With many systems, drive space as well as upload and download times can be important. To help in these areas with file sizes, files can be compressed to make them smaller.

It is easy to think that if files are smaller, they take up less drive space. Small files take less time to upload and download over the Internet as well. It really does seem that small files are better.

So, why aren't all files compressed?

With certain file systems, nearly all files on the drive can be compressed; this is disk compression. Examples are Ext3, Ext4, ZFS and some others. Not only does on-the-fly compression save space, it can make reading files faster. On most systems, the hard drive is slow. The drive reads smaller files and then extracts them by the Central Processing Unit (CPU) making the reads seem faster. When writing, the CPU compresses the files and the drive writes a smaller file. The system can seem faster if you have a fast CPU and enough Random Access Memory (RAM) to manage the disk compression.

What about making compressed files which can stay compressed off of the hard drive such as on a thumb drive? Now, we get to file compression.

There are numerous file compression algorithms. Algorithms are the methods used to compress the file. The algorithm is a mathematical and logical set of instructions to perform on the file contents. Certain bits of information can be common in many files; these bits of information are replaced with a special code. The special code can be mapped back to the full set of information for which it represents.

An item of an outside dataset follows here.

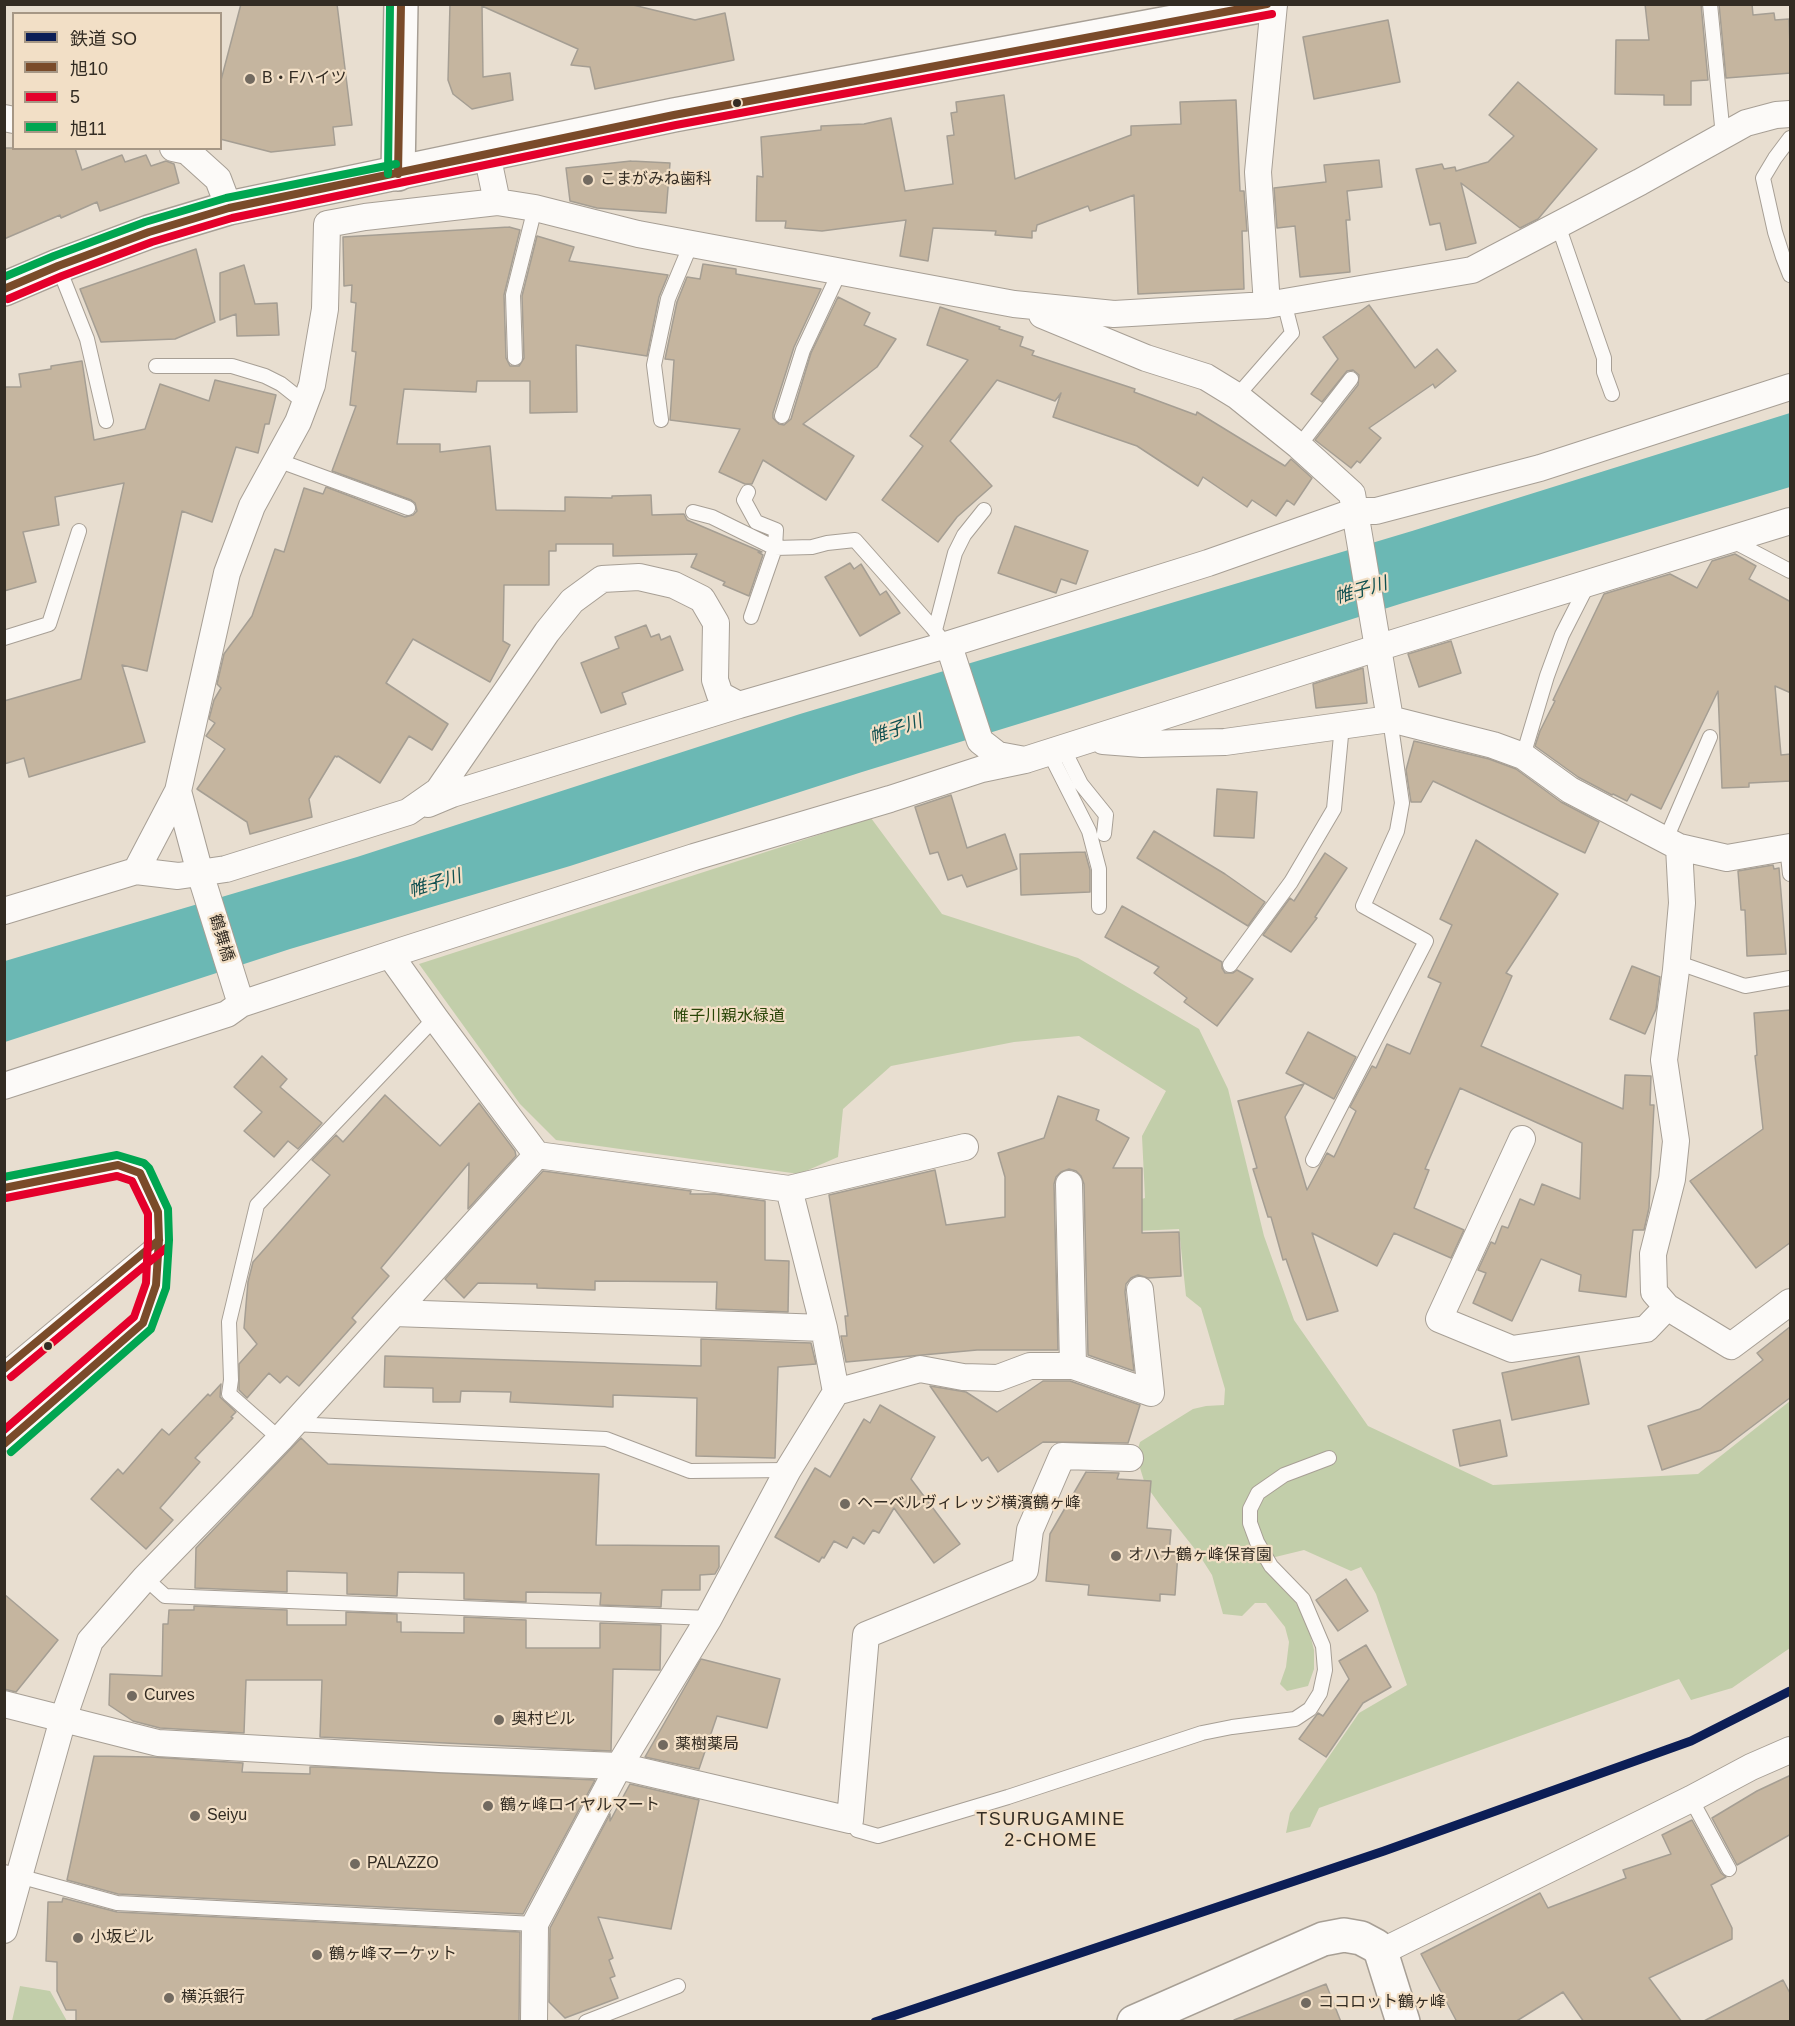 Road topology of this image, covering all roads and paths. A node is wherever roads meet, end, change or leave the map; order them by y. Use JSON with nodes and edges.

Such algorithm sets are “gzip” and “zip”. Even though they both contain the same “zip” part, they are not compatible.
The files “gzip” and “zip” are usually found on most systems by default. For this reason, they are commonly used more than other compression types that may actually work better.

NOTE: Even though I mention “zip” it is not covered in this article.

The gzip program has the syntax of:

gzip [OPTION]... [FILE]...

The options are as follows:

  • -c (--stdout) - write on standard output, keep original files unchanged
  • -d (--decompress) - decompress
  • -f (--force) - force overwrite of output file and compress links
  • -h (--help) - give this help
  • -k (--keep) - keep (don't delete) input files
  • -l (--list) - list compressed file contents
  • -L (--license) - display software license
  • -n (--no-name) - do not save or restore the original name and time stamp
  • -N (--name) - save or restore the original name and time stamp
  • -q (--quiet) - suppress all warnings
  • -r (--recursive) - operate recursively on directories
  • -S (--suffix=SUF) - use suffix SUF on compressed files
  • -t (--test) - test compressed file integrity
  • -v (--verbose) - verbose mode
  • -V (--version) - display version number
  • -1 (--fast) - compress faster
  • -9 (--best) - compress better
  • --rsyncable - make rsync-friendly archive

NOTE: With no FILE or when FILE is “-” read standard input.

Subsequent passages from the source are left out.